Bu tür unsurların yanılgılarından kurtulmalarına yardımcı olacak ve böylece bunlarla devrimci Marksizm temelinde ortaklaşmayı mümkün kılacak tutarlı yaklaşımlara sahip çıkmak gerçekten de önemlidir. Bu konuda vaktiyle Lenin’in örneklemiş olduğu olumlu yaklaşımı hatırlatalım. Lenin, S. Pankhurst’a 1919 tarihli bir mektubunda, Sovyetler iktidarının içten yandaşı iseler, parlamentoya katılmayı reddeden işçilerle ayrılığın temel bir ayrılık sayılmaması gerektiğini belirtmişti. Temel konuda anlaştıktan sonra böyle özel ve ikincil konuda yanılan işçilerle birlikte olmanın, parlamentoya katılmayı kabul eden oportünistlerle birlikte olmaktan daha iyi olduğunu özellikle vurgulamaktaydı. Bu tutumunu, verdiği somut bir örnekle daha da anlaşılır kılmıştı Lenin.

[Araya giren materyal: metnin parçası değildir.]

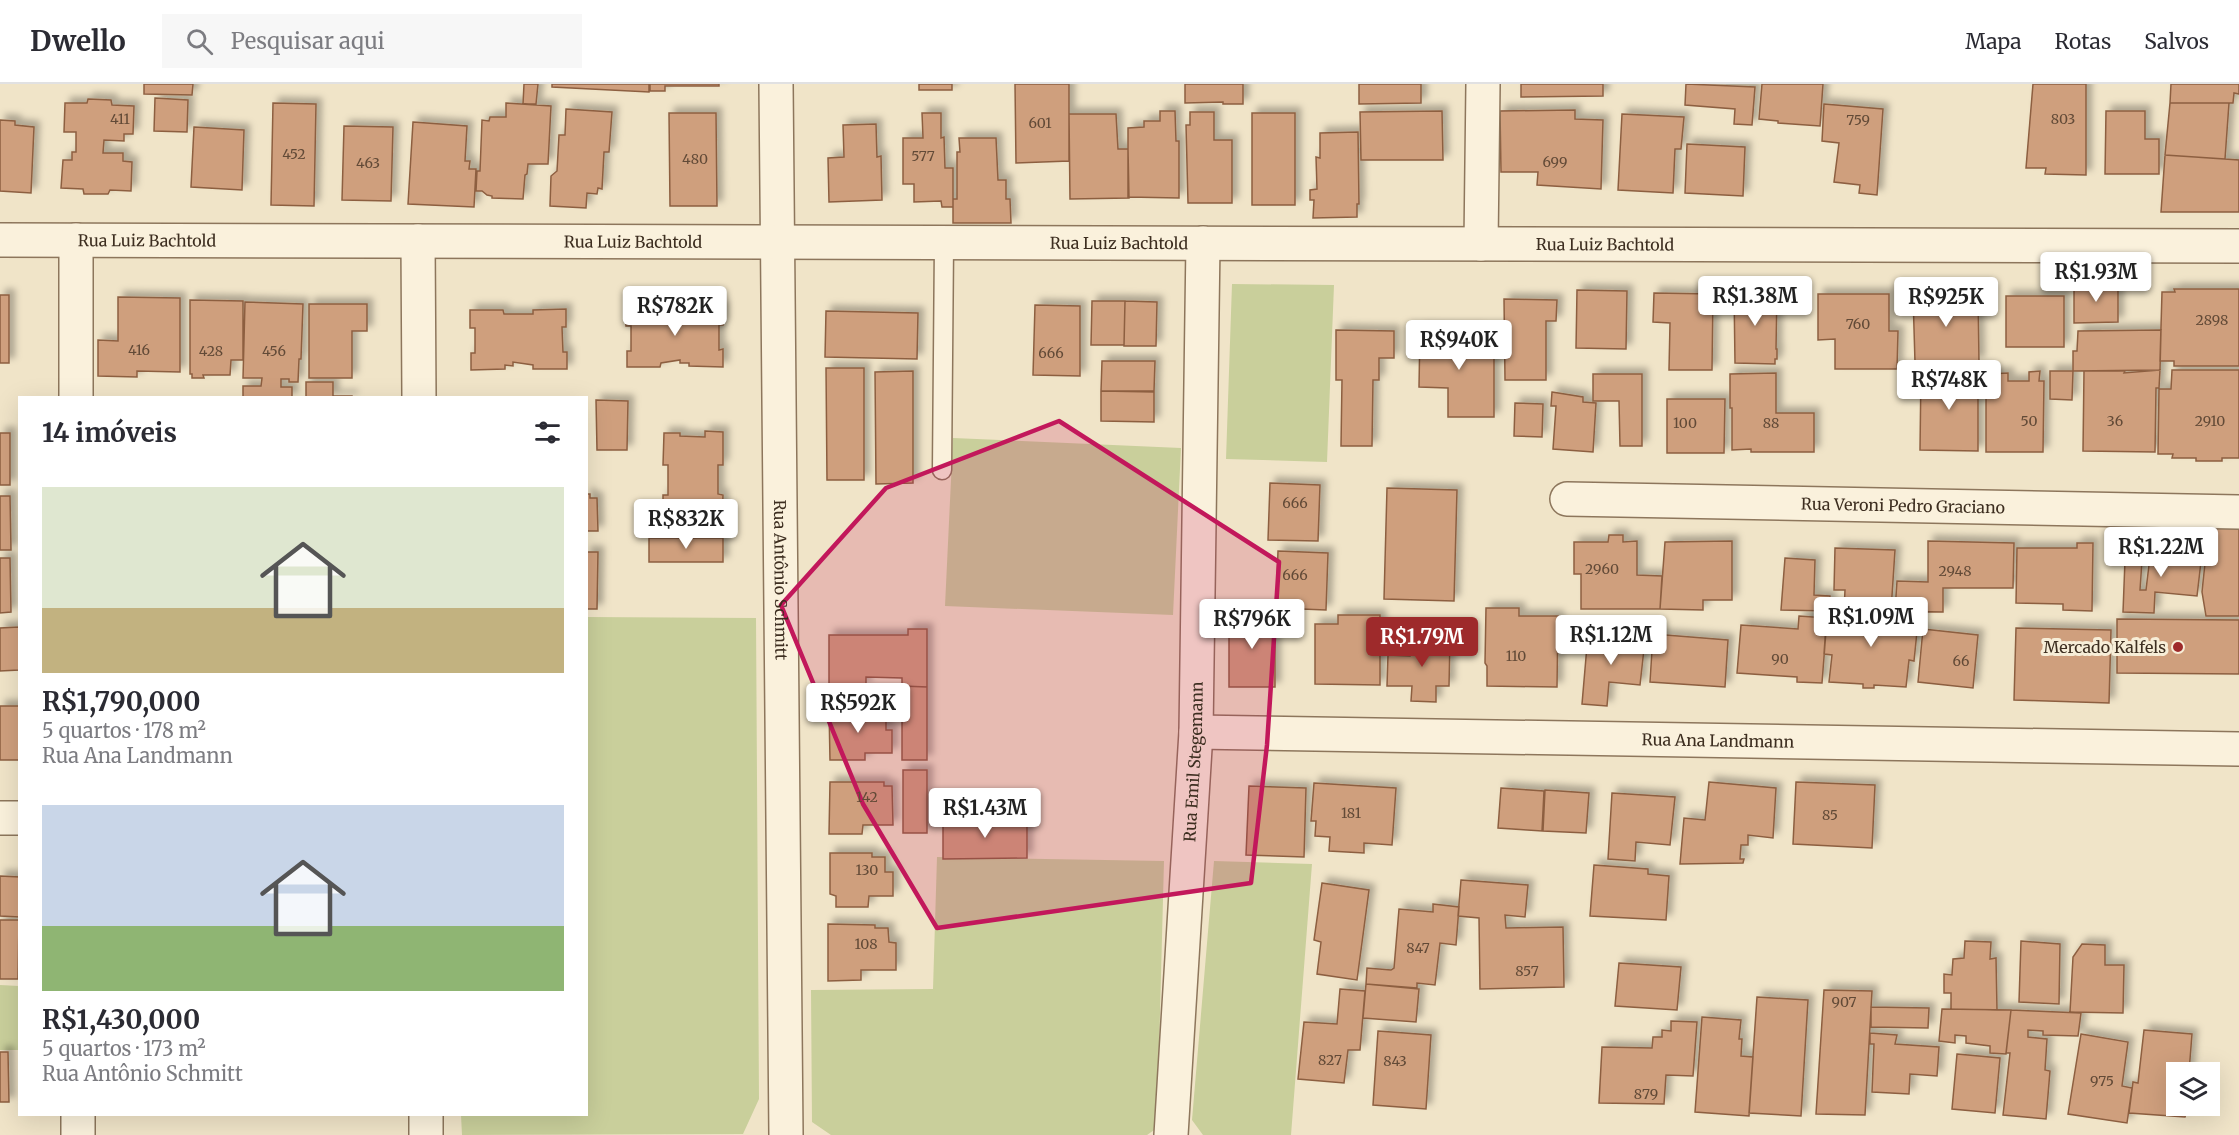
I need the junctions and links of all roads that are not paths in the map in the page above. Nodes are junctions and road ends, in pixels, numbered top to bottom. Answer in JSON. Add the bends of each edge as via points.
{"nodes":[{"id":1,"x":777,"y":84,"type":"edge"},
{"id":2,"x":1483,"y":84,"type":"edge"},
{"id":3,"x":0,"y":240,"type":"edge"},
{"id":4,"x":76,"y":240,"type":"junction"},
{"id":5,"x":418,"y":241,"type":"junction"},
{"id":6,"x":778,"y":242,"type":"junction"},
{"id":7,"x":944,"y":243,"type":"junction"},
{"id":8,"x":1203,"y":243,"type":"junction"},
{"id":9,"x":1481,"y":244,"type":"junction"},
{"id":10,"x":2239,"y":246,"type":"edge"},
{"id":11,"x":76,"y":396,"type":"edge"},
{"id":12,"x":419,"y":396,"type":"edge"},
{"id":13,"x":942,"y":470,"type":"dead end"},
{"id":14,"x":1567,"y":499,"type":"dead end"},
{"id":15,"x":2239,"y":512,"type":"edge"},
{"id":16,"x":1196,"y":732,"type":"junction"},
{"id":17,"x":2239,"y":749,"type":"edge"},
{"id":18,"x":0,"y":818,"type":"edge"},
{"id":19,"x":18,"y":818,"type":"edge"},
{"id":20,"x":78,"y":1116,"type":"edge"},
{"id":21,"x":426,"y":1116,"type":"edge"},
{"id":22,"x":78,"y":1135,"type":"edge"},
{"id":23,"x":426,"y":1135,"type":"edge"},
{"id":24,"x":786,"y":1135,"type":"edge"},
{"id":25,"x":1171,"y":1135,"type":"edge"}],
"edges":[{"from":1,"to":6,"type":"street","name":"Rua Antônio Schmitt"},
{"from":2,"to":9,"type":"street"},
{"from":3,"to":4,"type":"street","name":"Rua Luiz Bachtold"},
{"from":4,"to":5,"type":"street","name":"Rua Luiz Bachtold"},
{"from":4,"to":11,"type":"street"},
{"from":5,"to":6,"type":"street","name":"Rua Luiz Bachtold"},
{"from":5,"to":12,"type":"street"},
{"from":6,"to":7,"type":"street","name":"Rua Luiz Bachtold"},
{"from":6,"to":24,"type":"street","name":"Rua Antônio Schmitt"},
{"from":7,"to":8,"type":"street","name":"Rua Luiz Bachtold"},
{"from":7,"to":13,"type":"lane"},
{"from":8,"to":9,"type":"street","name":"Rua Luiz Bachtold"},
{"from":8,"to":16,"type":"street","name":"Rua Emil Stegemann"},
{"from":9,"to":10,"type":"street","name":"Rua Luiz Bachtold"},
{"from":14,"to":15,"type":"street","name":"Rua Veroni Pedro Graciano"},
{"from":16,"to":17,"type":"street","name":"Rua Ana Landmann"},
{"from":16,"to":25,"type":"street","name":"Rua Emil Stegemann"},
{"from":18,"to":19,"type":"street"},
{"from":20,"to":22,"type":"street"},
{"from":21,"to":23,"type":"street"}]}
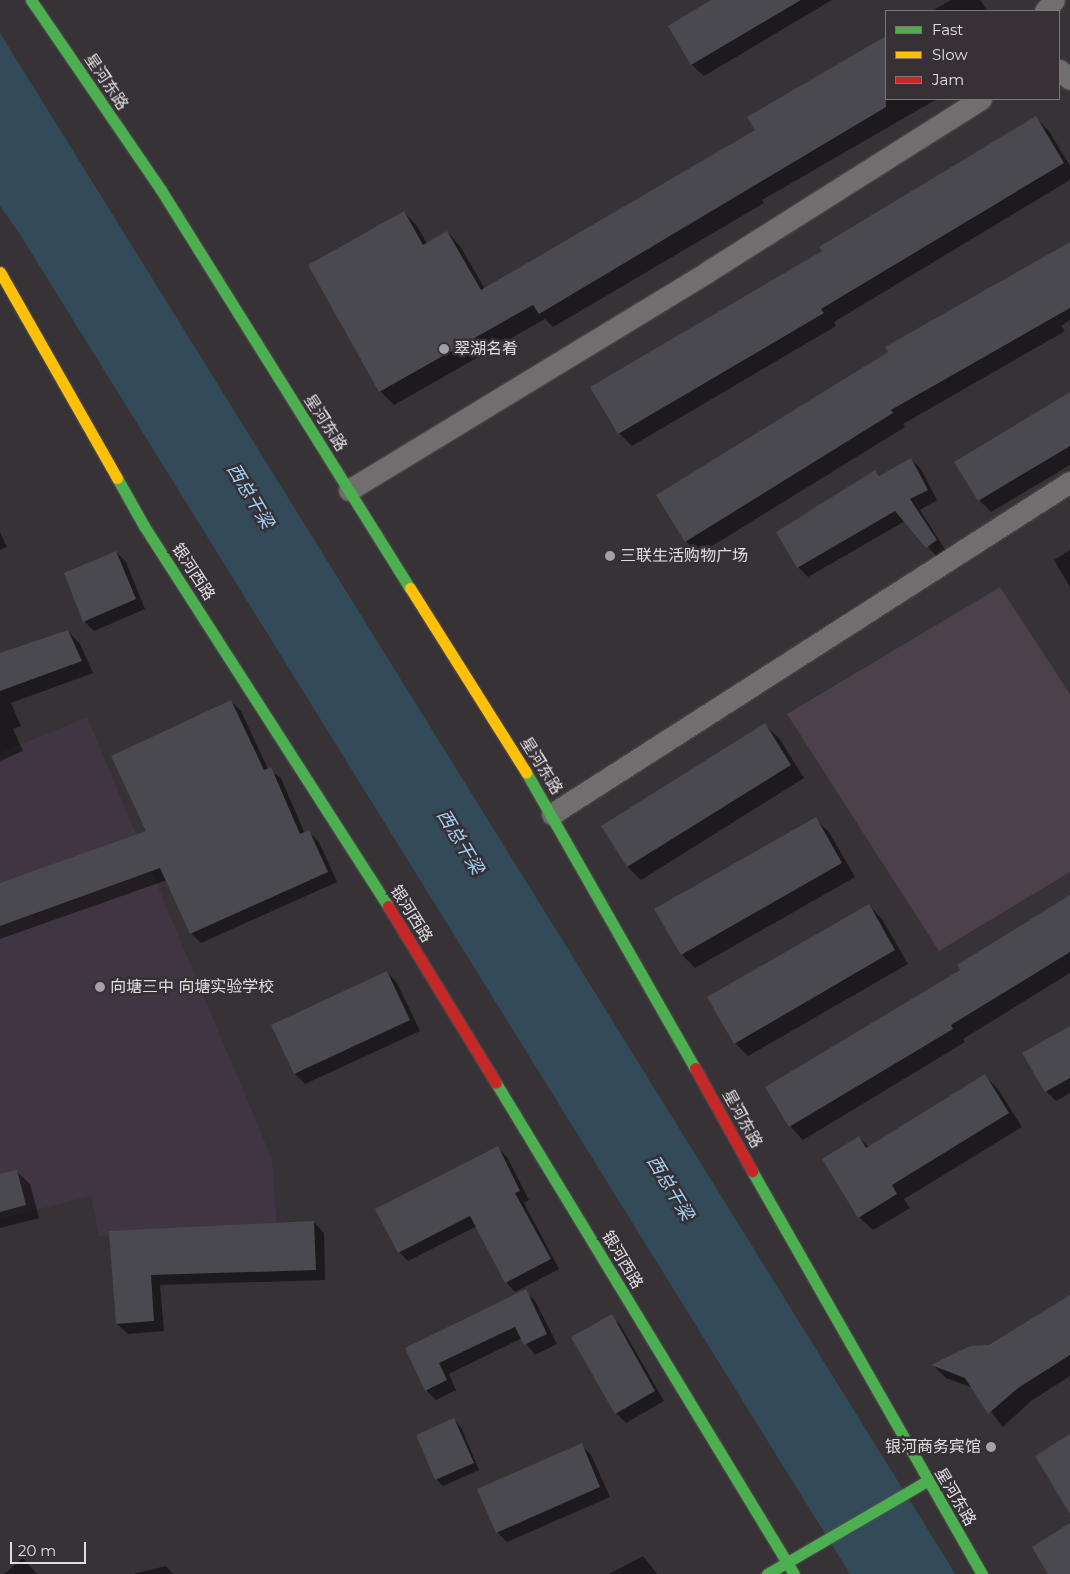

Rosa Luxemburg ve yoldaşlarının, Alman “bağımsızları” gibi burjuva yardakçılarla bir olmaktansa, bu özel konuda yanılgıya düşen komünist partisi ile birlikte kalmakta haklı olduklarının altını çiziyordu.
Komintern’in İkinci Kongresi (1920) için kaleme aldığı tezlerde de, Lenin, anarşist işçi unsurlar arasında Sovyetler iktidarı lehindeki tutum değişikliğinin dikkatle izlenmesi gerektiğine dikkat çekti. Ekim Devriminin önderi bu önemli konuyu Komintern üyesi komünist partilerin önüne bir görev olarak koydu. Lenin tezlerinde şunu vurguluyordu: “kongre, proleter kitleler içindeki tüm anarşist unsurların, her çareye başvurularak III. Enternasyonalden yana geçmelerine yardım edilmesini bütün yoldaşların ödevi sayar. Kongre, gerçekten komünist olan partilerin eyleminin başarılarının, başka işler yanında, aydın ve küçük-burjuva değil, ama proleter ve kitlelere bağlı olan anarşist unsurları kazanmakla gösterecekleri başarı oranıyla ölçülmesi gerektiğine işaret eder.” (Anarşizm ve Anarko Sendikalizm, s.391) Lenin’in işçi hareketinde oportünistlerle devrimci unsurları ayrıştırmaya çalışan ve devrimci unsurlara sekterce yaklaşımlara karşı çıkan ilkeli tutumu günümüzde de yol gösterici örnek olmayı sürdürüyor.